American neuroscientist

Michael J. Kuhar (born 1944), is an American neuroscientist, author, and Candler Professor of Neuropharmacology at The Emory National Primate Research Center of Emory University. He is a Georgia Research Alliance eminent scholar, and a senior fellow in the Center for Ethics at Emory. He was previously a professor at Johns Hopkins University School of Medicine and branchchief at the National Institute on Drug Abuse.

Over his career, he has made discoveries in studies of drugs and the brain for which he has received a number of awards, and has contributed as a consultant to the government and industry, and as an expert witness in forensic cases.

== Biography ==

Kuhar was born in Scranton, Pennsylvania on March 10, 1944 and attended local schools.
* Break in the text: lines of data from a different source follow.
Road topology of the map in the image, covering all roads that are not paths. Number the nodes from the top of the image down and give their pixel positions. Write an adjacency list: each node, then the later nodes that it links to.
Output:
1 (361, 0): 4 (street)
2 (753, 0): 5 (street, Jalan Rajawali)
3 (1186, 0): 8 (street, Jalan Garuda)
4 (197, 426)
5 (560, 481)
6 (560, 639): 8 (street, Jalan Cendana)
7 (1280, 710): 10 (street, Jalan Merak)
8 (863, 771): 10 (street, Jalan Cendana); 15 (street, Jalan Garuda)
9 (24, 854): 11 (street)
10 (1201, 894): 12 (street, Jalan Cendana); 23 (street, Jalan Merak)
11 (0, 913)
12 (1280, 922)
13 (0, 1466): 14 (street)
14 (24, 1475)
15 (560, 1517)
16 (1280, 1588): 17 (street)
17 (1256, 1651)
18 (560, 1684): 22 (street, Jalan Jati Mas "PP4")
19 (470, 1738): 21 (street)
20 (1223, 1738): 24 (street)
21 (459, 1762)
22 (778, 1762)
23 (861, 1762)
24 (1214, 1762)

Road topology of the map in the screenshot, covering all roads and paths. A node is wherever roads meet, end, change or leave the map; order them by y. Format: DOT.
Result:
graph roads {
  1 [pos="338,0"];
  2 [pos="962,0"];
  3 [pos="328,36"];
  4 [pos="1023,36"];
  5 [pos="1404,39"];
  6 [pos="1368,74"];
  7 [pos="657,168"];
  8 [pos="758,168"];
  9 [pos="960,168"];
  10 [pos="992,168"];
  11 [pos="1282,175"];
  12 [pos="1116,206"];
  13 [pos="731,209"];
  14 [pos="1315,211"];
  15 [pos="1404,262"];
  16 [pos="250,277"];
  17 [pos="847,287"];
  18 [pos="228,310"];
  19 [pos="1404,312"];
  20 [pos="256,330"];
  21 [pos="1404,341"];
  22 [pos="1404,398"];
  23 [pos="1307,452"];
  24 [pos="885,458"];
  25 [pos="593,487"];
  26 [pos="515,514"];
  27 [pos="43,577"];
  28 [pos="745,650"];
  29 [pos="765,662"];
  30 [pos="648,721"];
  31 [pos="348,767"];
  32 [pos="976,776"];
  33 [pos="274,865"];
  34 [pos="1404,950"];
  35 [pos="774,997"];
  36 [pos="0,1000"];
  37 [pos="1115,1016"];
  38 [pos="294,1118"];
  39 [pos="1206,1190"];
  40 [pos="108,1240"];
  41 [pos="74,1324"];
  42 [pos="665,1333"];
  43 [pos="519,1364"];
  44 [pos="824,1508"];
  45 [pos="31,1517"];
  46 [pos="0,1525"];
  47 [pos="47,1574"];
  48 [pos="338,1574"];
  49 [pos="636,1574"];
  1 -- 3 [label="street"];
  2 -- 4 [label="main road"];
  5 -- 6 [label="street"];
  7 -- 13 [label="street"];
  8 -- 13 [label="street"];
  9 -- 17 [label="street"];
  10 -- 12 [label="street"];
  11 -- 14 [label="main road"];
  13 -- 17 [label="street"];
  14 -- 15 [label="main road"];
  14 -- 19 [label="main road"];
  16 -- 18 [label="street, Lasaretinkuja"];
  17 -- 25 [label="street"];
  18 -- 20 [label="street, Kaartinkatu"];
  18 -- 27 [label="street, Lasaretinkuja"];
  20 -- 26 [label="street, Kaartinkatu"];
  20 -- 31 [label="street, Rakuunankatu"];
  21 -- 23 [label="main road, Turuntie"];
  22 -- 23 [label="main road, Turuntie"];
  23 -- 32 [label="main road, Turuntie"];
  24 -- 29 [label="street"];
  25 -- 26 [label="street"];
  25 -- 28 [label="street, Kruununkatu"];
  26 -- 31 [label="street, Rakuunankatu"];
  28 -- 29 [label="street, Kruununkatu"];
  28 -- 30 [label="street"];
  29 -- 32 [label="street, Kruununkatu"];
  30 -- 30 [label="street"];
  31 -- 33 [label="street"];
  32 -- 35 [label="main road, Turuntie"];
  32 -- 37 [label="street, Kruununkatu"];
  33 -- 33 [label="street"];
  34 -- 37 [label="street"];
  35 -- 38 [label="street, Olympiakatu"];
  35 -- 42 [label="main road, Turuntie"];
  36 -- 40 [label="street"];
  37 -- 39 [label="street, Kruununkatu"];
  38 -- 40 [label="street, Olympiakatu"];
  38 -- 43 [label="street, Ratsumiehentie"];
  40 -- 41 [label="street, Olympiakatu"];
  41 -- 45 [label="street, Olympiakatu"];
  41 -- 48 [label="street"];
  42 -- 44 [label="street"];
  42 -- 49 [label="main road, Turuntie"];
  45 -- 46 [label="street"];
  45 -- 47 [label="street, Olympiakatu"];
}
He obtained his BS degree in physics and philosophy from the University of Scranton in 1965. After spending a year at Harvard University in applied physics, he transferred to Johns Hopkins University to study biophysics and pharmacology. He obtained his PhD in 1970, and did a postdoctoral fellowship at Yale in the Department of Psychiatry. His focus was on how the brain works and on the mechanism of action of therapeutic drugs that are used to treat psychiatric illness. He then took a faculty position in the Department of Pharmacology at the Johns Hopkins University School of Medicine in 1972, becoming professor in 1981.
In 1969, he married Joan Barenburg (1945-2008) and has two children. According to Emory University, he has more literary citations than any other Emory scientist and he is often an expert witness in both patent and medical malpractice legal cases.

== Academic career ==

The focus of Kuhar’s research has been on how the brain works by using chemical signaling (neurotransmission) and how drugs act in the brain. Early in his career at Johns Hopkins, he studied the neurotransmitter acetylcholine, which is important for the treatment for Alzheimer’s disease. He showed that the synthesis of acetylcholine was controlled by transporting substances into the nerve cell. He developed microscopic methods which are in current widespread use to identify and locate drug receptors in the brain. These involved autoradiography at first and then PET scanning later, including the first PET scans of receptors in the human brain.

He then moved to the National Institute on Drug Abuse in 1985 as head of its new Neuroscience Branch. His laboratory identified the molecular site in the brain responsible for the addicting properties of cocaine. This work explained the basic action of cocaine in the brain and suggested a target for developing medications for cocaine users. After ten years, Kuhar moved to the Emory National Primate Research Center of Emory University as head of the Neuroscience Division, and as Candler Professor of Neuropharmacology. Much of his work there focused on cocaine and on CART peptides. The peptides at least partly regulate the actions of cocaine in the brain as well as feeding and body weight. Other areas of research and publications include developing medications for cocaine addicts, studying the effects of early life stress on drug use in adulthood, and ethics.

==Recognition==
Kuhar has been the President of College on Problems of drug Dependence as well as the International Drug Abuse Research society. Recognition he has received includes the 1984 Efron Award for outstanding basic research contributions by a young research scientist, the 1992 Otto Krayer Award for outstanding research by the American Society Of Pharmacology and Experimental Therapeutics, and the 2011 Nathan B Eddy Award for lifetime achievement from the College on Problems of Drug Dependence.